## TASK INSTRUCTIONS
Working through the entries below, find how many lines include "Jefferson", then write only that number.
• • •
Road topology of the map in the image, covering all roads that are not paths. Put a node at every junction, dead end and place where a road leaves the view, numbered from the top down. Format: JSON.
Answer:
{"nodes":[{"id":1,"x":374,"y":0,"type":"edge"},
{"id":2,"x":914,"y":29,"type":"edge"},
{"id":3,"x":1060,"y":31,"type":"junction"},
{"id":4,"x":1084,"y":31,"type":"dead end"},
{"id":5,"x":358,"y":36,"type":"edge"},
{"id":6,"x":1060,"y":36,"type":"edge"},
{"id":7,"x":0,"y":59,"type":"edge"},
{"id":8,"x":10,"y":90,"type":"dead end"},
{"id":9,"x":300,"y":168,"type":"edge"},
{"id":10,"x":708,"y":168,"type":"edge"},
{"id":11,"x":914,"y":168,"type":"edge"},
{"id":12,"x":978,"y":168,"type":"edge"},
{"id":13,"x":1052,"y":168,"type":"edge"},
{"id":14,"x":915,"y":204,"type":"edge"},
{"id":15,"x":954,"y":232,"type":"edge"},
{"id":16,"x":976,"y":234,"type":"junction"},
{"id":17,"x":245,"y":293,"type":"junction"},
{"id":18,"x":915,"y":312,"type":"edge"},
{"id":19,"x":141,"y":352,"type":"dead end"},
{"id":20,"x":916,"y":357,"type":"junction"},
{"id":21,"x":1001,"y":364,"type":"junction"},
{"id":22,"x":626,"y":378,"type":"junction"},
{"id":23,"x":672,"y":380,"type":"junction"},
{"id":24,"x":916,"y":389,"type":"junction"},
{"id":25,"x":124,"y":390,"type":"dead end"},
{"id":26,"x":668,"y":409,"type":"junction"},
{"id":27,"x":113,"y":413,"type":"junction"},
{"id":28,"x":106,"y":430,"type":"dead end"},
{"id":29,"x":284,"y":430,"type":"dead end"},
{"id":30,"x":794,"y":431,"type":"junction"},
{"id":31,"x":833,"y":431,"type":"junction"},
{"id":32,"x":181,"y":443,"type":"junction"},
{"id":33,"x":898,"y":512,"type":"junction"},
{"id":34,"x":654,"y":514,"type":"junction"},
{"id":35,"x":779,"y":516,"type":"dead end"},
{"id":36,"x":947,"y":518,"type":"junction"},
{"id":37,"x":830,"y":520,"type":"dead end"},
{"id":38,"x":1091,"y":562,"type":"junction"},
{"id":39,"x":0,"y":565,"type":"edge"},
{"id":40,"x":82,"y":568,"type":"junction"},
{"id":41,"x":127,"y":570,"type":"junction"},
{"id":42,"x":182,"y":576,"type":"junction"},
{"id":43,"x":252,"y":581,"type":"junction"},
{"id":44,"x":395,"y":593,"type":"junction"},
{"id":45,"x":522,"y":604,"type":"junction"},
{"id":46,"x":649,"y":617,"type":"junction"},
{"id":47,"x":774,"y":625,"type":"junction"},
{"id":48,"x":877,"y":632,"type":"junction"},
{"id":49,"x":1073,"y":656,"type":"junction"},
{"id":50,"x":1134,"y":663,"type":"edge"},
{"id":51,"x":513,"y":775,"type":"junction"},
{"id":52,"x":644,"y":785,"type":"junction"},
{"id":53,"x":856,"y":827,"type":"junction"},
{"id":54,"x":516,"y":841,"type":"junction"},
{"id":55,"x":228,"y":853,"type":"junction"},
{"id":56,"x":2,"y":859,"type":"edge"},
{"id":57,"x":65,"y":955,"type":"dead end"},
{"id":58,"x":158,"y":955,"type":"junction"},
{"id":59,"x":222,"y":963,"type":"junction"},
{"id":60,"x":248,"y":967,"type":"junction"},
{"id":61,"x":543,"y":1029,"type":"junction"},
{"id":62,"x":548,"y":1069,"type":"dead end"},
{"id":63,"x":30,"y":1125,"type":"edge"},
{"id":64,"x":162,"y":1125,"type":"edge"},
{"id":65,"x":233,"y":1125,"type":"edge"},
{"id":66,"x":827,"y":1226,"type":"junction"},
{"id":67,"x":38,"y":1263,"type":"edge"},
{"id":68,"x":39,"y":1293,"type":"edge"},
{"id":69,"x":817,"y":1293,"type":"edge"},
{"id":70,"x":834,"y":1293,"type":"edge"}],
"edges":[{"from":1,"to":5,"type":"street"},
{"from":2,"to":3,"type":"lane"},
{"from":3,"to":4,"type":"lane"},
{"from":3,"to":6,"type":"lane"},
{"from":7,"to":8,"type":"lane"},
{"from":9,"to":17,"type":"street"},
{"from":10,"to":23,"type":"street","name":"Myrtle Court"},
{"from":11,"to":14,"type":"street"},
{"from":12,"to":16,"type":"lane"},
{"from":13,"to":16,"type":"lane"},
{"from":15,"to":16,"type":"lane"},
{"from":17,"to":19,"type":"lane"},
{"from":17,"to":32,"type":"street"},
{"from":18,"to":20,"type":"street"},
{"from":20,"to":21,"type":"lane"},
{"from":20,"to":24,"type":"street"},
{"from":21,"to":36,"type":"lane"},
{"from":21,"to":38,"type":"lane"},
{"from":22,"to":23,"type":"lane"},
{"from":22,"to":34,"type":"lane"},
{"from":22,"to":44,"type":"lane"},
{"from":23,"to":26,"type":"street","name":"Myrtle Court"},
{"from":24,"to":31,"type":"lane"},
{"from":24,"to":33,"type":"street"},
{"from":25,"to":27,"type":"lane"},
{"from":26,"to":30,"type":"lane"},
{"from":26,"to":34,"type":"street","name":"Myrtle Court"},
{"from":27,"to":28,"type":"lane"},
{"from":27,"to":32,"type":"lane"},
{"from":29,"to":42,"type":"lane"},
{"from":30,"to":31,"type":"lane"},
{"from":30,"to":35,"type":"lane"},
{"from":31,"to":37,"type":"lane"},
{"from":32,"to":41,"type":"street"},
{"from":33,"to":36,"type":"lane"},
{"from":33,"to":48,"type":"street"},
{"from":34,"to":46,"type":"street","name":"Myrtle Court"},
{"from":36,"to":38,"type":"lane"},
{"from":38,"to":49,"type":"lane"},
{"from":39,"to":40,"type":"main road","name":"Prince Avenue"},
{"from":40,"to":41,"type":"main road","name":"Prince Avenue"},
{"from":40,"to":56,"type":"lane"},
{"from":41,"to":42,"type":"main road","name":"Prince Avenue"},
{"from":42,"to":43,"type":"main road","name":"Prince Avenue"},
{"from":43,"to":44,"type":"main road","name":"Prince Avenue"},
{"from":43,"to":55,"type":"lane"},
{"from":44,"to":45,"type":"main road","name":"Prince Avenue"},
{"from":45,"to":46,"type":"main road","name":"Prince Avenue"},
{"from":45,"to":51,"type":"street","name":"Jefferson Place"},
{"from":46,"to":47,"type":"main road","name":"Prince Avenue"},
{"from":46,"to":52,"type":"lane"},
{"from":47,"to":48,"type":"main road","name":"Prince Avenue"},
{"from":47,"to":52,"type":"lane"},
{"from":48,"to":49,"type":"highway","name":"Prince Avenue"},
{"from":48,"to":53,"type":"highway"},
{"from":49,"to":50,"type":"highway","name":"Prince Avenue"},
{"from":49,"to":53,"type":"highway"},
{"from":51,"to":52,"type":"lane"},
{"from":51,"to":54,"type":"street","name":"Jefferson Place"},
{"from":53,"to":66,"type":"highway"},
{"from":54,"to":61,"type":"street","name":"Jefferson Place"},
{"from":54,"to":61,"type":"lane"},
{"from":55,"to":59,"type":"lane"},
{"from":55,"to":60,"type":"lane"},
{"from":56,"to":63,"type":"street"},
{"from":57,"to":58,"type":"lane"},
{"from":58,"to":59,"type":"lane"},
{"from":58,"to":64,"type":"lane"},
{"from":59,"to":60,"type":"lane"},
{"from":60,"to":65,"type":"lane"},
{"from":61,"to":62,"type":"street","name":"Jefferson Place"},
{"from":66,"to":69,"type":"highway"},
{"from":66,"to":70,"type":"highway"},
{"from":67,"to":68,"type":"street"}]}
• • •
## RESULT FOR THIS TASK
4